LINDA MARIE SUTHERLAND, ROXANA MARGURITE SCHULTZ AND TONIA SUE PAPKE, PLAINTIFFS,
v.
JAMES N. DEWULF, AS STATE'S ATTORNEY OF ROCK ISLAND COUNTY, ILLINOIS, DEFENDANT.



Before Pell, Circuit Judge, Poos, Chief District Judge, and Morgan, District Judge.

The opinion of the court was delivered by: Robert D. Morgan, District Judge.

OPINION AND ORDER

This cause is before the court on defendant's motion to dismiss. Plaintiffs are seeking declaratory and injunctive relief under 28 U.S.C. § 1343(3), 2201, 2202 and 42 U.S.C. § 1983. The complaint requests that the second paragraph of § 6 of chapter 56 1/4, Illinois Revised Statutes, be declared void on its face as in conflict with the Constitution of the United States; and that the defendant be permanently enjoined from prosecuting the plaintiffs based upon the aforesaid statute. This three-judge court was convened because the requests for relief properly invoke the provisions of Title 28, United States Code, §§ 2281 and 2284.

Defendant admits by answer on file that the plaintiffs have been indicted for violation of the challenged Illinois statute and that the case, numbered 70 Y 393, is now pending against them in the Rock Island County Circuit Court, General Division. The indictment was returned on May 28, 1970 and recites in pertinent part that the plaintiffs herein

  "* * * committed the offense of PUBLICLY MUTILATING A
  FLAG OF THE UNITED STATES, in that they did * * *
  knowingly and publicly mutilate a flag of the United
  States by burning said flag in a public place,
  to-wit: before the Rock Island Post Office, Rock
  Island, Illinois, in violation of Section 6, Chapter
  56 1/4 of the Illinois Revised Statutes, 1969."
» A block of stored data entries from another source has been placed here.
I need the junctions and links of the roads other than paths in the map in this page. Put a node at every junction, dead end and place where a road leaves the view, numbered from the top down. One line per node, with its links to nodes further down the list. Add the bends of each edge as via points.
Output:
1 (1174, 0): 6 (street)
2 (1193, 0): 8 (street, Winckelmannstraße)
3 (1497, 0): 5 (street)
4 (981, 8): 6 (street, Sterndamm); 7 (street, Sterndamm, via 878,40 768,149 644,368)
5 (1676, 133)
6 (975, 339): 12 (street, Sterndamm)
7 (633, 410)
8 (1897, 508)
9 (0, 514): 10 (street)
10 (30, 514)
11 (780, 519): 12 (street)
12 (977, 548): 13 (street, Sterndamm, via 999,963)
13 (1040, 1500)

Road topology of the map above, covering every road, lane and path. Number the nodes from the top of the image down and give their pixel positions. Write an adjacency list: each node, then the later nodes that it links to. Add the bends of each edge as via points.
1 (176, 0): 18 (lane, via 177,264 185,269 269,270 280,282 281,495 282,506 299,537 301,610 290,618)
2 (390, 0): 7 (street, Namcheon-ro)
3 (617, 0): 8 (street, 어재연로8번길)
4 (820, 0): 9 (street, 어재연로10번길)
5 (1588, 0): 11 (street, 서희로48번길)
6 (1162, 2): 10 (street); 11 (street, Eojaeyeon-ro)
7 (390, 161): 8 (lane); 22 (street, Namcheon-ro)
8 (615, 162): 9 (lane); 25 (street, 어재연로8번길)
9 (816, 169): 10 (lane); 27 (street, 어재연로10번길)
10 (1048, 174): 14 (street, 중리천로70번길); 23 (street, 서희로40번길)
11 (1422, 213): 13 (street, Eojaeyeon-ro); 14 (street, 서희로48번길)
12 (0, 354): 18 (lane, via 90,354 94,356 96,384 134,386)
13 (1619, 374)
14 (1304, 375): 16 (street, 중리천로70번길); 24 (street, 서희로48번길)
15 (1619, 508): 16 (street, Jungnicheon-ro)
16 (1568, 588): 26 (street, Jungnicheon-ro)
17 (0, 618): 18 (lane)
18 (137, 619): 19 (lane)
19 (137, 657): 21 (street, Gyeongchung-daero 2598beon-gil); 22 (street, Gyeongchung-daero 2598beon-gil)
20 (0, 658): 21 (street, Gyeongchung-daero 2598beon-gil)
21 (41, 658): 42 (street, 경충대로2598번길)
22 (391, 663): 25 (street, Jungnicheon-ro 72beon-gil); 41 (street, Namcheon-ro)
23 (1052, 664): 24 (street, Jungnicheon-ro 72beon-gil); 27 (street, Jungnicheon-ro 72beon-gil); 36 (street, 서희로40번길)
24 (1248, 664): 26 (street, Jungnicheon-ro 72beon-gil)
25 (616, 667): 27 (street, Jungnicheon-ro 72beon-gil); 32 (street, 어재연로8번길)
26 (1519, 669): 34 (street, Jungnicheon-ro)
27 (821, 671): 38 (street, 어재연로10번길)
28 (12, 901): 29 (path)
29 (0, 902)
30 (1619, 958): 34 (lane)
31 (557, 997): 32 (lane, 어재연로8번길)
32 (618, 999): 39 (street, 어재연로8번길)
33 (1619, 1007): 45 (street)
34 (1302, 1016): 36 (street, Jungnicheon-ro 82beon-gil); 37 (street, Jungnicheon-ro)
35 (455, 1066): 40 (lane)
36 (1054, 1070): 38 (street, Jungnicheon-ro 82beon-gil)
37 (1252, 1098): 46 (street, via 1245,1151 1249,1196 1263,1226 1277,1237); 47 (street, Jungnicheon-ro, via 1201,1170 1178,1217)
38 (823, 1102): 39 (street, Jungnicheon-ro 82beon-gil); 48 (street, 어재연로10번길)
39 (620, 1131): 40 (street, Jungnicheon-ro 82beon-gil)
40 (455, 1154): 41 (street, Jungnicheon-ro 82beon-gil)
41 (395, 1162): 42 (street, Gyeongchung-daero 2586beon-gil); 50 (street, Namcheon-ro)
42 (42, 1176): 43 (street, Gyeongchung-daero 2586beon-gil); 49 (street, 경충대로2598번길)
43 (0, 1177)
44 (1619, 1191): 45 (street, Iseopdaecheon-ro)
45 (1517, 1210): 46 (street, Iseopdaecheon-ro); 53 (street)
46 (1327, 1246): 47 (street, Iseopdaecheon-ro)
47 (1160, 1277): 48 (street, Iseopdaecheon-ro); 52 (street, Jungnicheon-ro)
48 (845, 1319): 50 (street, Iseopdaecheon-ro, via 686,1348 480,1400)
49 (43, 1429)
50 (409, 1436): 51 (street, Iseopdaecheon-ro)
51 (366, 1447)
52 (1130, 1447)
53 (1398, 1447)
The indictment is clearly based upon the second paragraph of the subject statute which reads as follows:

  "Any person who publicly mutilates, defaces, defiles
  or defies, tramples or casts contempt upon, whether
  by words or act, any such flag [the flag of the
  United States or the State of Illinois] standard,
  color or ensign shall be punished by a fine of not
  less than $1,000 nor more than $5,000 or by
  imprisonment in the penitentiary from one to 5 years
  or both."

One of the plaintiffs, Roxana Margurite Schultz, moved to dismiss the indictment in the state court and said motion was denied on July 23, 1970. The defendant advised this court that he would not proceed with the pending prosecution until a decision in this cause was made, so no injunction pendente lite was considered.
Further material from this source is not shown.